The Internet’s Next Chapter in Decentralization
The internet’s fabled history includes such milestones in decentralization as the Defense Advanced Research Projects Agency’s (DARPA) initial development of packet switching (ARPANET), and, in the early 1990s, Tim Berners-Lee’s World Wide Web, which democratized data sharing for everyone with a computer. Today, as microservices, Kubernetes and distributed environments become more prevalent, the use of the internet is taking decentralized communications to the next level.
In this episode of The New Stack Makers podcast hosted by Alex Williams, founder and publisher of TNS, Storj Labs’ Ben Golub, chairman and interim CEO, and Katherine Johnson, Storj head of compliance, discuss how the internet centers around decentralization — and more importantly — how peer-to-peer communications will continue to evolve.
DARPA conceived of the internet as a robust network of networks that could survive even if major portions were wiped out (by, say, a nuclear attack). To do this, it had to be operational without a central organizing hub, which would be in effect a single-point-of-failure. Today, there are “lots and lots of routers that are in lots of lots of places, any of which can fail and it doesn’t matter because the message will still get through,” said Golub. “And, so, that was kind of my first exposure to the internet and the decentralized version of it, which is that you could actually be more secure than having a plane flying around in the air constantly or [containing the infrastructure] in big bunkers, if you took advantage of decentralization.”
Today, the concerted push towards more decentralization, in many ways, “is getting back to what the internet was about,” Golub said. “If you think about how the internet works as you and I are talking — as people are Zooming as they’re watching cat videos or whatever — all of that information is broken down into packets of large and distinguishable information that gets broken down and gets set across routers run by lots of different people, and you, for the most part, don’t care. I mean I don’t know who’s running the routers that are forwarding the packets that you and I are talking to and I don’t care if half of them fall down because the message just goes to the next one,” said Golub.
“And that’s really what decentralization is all about: saying ‘hey, can we take that sort of notion that has fueled the internet, which obviously has driven down costs massively and has enabled all of the innovation that we’ve seen, and can we apply it to cloud computing as well and can you do storage in a way that isn’t done in a centralized way or can you compute in a way that isn’t done in a centralized way?’ Because right now, three-quarters of cloud computing is done by one of three companies that happen to be the largest companies on the planet.”
In effect, this is the magic of Storj, which offers a distributed, or decentralized, data storage that is built on spare storage space worldwide.
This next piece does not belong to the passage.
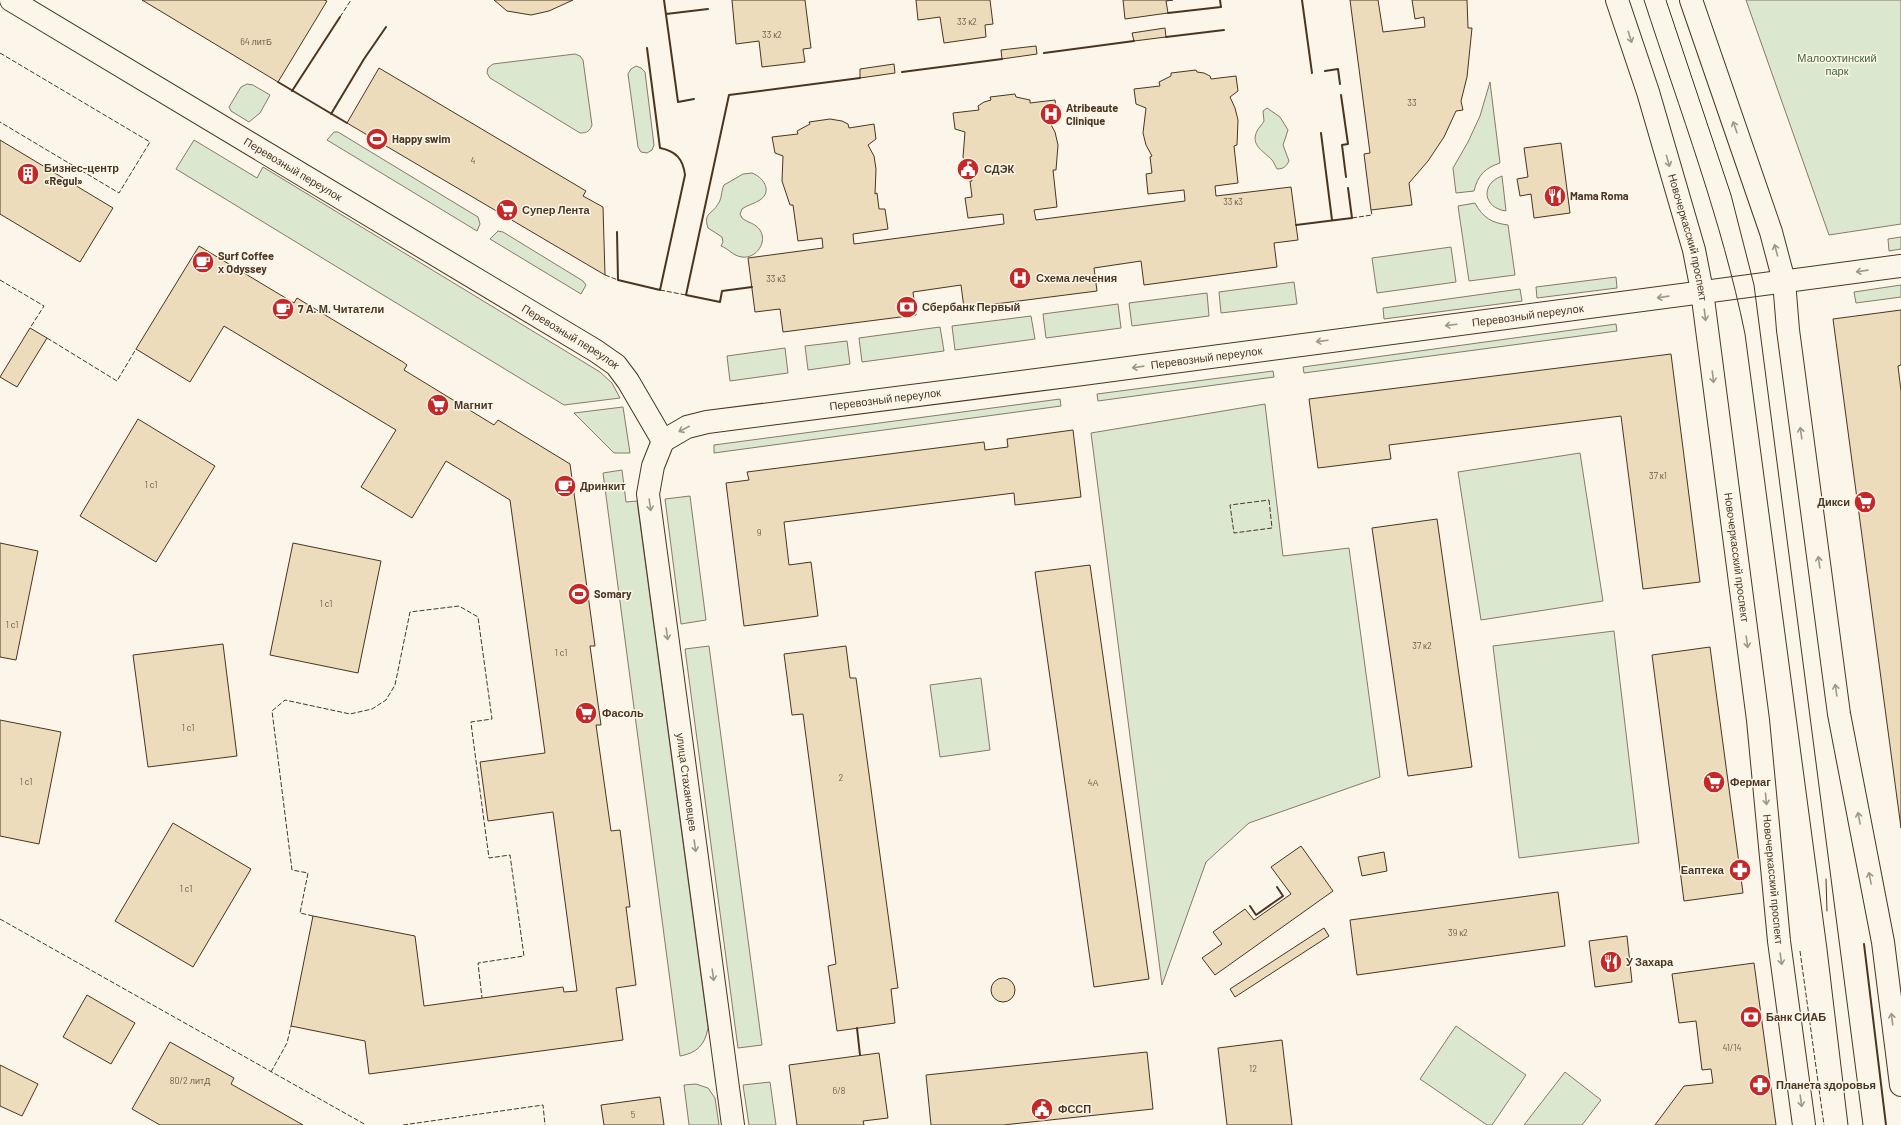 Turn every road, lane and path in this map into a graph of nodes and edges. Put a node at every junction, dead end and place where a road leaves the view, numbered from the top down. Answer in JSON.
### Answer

Files are encrypted, split into pieces, and stored on geographically diverse Nodes.
There is a sense today among many observers that the computer industry is on the cusp of repeating great advances as it did during the past few decades, with significant ramifications — economically and culturally — as result. “There’s the sense that there’s something happening here that not everybody understands — some people do, some people understand parts of it — but if we put it all together and different people who understand different parts put their knowledge together, then we can really create something,” said Johnson. “I’ve always gotten that sense about… the soul of it and that’s been my impression. At Storj, we have that same sentiment: we’re an open source company, everybody participates, everybody can have an impact and that’s really woven into the fabric of our culture as well.”